The name is not the most clear but they already used .OTHER for another sub-event.
Usually, when an event includes all the sub-events then the umask is the bitwise OR of the sub-events. In this case if you wanted to make a .ALL event, the umask would be 0xff.
Pat
Hi Yunqi,
jumping late to interesting discussion:) Below is detailed explanation of the event RESOURCE_STALLS.ANY meaning.
The number of instructions in the pipeline waiting for execution or retirement reached the limit the processor can handle.
The number of load or store instructions in the pipeline waiting for retirement reached the limit the processor can handle.
There is an instruction in the pipe that can be executed only when all previous stores complete and their data is committed in the caches or memory. Fore example, SFENCE and MFENCE instructions require this behavior.
The pipeline recovers from a mispredicted branched that was executed.
The floating-point unit ( FPU ) control word is written.
As you can this event is not a sum of the events measured by you in your post.
Is there any way to convert a RESOURCE_STALL.SB count back into how much performance impact I am getting? I am doing a large FFT operation with FFTW and MKL and I have well vectorized floating-point, but lots of poorly vectorized load/store operations since complex numbers are interleaved. I suspect that is exhausting the store buffer, but how do I quantify this effect?
Brian
The cost in cycles can be as large as the count from the RESOURCE_STALLS.SB event, or as small as zero, depending on the extent to which the store buffer full stalls overlap with other stalls and/or other work.

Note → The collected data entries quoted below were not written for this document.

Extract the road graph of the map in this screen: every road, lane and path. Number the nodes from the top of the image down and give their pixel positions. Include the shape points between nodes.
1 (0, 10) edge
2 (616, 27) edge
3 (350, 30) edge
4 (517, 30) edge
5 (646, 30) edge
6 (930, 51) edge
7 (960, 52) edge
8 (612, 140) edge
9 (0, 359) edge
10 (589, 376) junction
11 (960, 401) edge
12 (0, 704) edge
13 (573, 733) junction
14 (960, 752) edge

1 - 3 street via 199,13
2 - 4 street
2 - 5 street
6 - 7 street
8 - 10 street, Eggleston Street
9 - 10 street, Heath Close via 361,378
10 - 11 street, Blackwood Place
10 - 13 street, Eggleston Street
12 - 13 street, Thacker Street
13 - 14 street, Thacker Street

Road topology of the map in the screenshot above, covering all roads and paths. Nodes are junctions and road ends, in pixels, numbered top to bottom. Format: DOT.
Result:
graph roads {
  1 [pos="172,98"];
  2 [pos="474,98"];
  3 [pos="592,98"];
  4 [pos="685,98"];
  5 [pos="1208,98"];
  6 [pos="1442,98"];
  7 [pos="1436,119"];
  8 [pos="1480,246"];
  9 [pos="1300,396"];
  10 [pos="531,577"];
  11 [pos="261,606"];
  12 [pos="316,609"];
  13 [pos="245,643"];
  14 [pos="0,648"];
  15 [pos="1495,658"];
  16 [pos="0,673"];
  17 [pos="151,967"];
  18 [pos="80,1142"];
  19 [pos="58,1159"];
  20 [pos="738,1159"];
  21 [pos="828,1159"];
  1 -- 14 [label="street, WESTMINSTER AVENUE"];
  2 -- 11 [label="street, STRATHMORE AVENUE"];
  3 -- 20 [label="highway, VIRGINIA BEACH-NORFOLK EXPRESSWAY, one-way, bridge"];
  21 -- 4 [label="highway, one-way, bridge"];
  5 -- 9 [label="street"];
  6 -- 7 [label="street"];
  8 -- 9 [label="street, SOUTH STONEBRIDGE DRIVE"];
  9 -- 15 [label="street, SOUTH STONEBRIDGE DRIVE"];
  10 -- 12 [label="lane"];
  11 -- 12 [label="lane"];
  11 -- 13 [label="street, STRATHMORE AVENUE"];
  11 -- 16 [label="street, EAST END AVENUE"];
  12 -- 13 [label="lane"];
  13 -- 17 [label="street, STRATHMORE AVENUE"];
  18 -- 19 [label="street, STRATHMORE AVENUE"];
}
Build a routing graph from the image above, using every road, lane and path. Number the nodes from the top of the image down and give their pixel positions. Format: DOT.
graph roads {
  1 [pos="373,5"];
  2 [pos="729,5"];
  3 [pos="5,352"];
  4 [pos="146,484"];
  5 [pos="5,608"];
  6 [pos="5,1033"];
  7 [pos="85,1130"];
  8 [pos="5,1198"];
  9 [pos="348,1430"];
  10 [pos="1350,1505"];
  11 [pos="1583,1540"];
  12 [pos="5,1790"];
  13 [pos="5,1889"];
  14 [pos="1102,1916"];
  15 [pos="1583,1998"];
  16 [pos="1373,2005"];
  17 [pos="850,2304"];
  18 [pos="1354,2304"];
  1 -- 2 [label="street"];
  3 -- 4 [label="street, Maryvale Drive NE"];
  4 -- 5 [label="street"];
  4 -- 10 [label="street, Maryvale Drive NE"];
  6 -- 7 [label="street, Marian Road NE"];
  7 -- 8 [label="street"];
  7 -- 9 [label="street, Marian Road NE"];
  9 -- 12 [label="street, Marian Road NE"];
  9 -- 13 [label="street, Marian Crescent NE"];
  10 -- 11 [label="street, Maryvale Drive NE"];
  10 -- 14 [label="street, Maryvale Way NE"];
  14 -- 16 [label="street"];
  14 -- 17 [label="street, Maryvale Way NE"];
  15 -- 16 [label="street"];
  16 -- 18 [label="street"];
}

If this is not bad enough, it is even more confusing in parallel workloads because of the additional 0%-100% range of possible overlap of stalls across threads. So in the parallel case, one increment of the RESOURCE_STALLS.SB event can have a net execution time cost of anywhere between zero cycles and 1 cycle times the number of cores used in the job.
Yunqi Z. wrote:Hi Patrick,
Sorry for the confusion. I have the results of one experiment in the first post, where you could do the calculation and find that the .ANY is not equal to the sum of the rest stalls.
.ANY = 397349463242
REST = 5379423(.LB) + 304513727418(.RS) + 2248871709(.SB) + 18753462189(.ROB) + 0(.FCSW) + 0(.MXCSR) = 325521440739
Thank you very much for your help!
In this case, the umask does not operate the same as other events: each umask bit does not represent independent, mutually exclusive events. All the bits except 0x01 (the .ANY event) operate like that, but the ANY bit includes those events plus some other stall causes which are not covered by the remaining bits. So I believe that umask=0x01 will always be greater than or equal to umask=0xFE.
The likely cause is that the full list of stall events are split across at least two performance counter events: RESOURCE_STALLS and RESOURCE_STALLS2. If a stall cause falls into the STALLS2 categories, it won't show up in any of the specific stall causes for RESOURCE_STALLS, but it will show up in the ANY bit, so you can could all stalls regardless of cause with only event (rather than trying to add STALLS and STALLS2.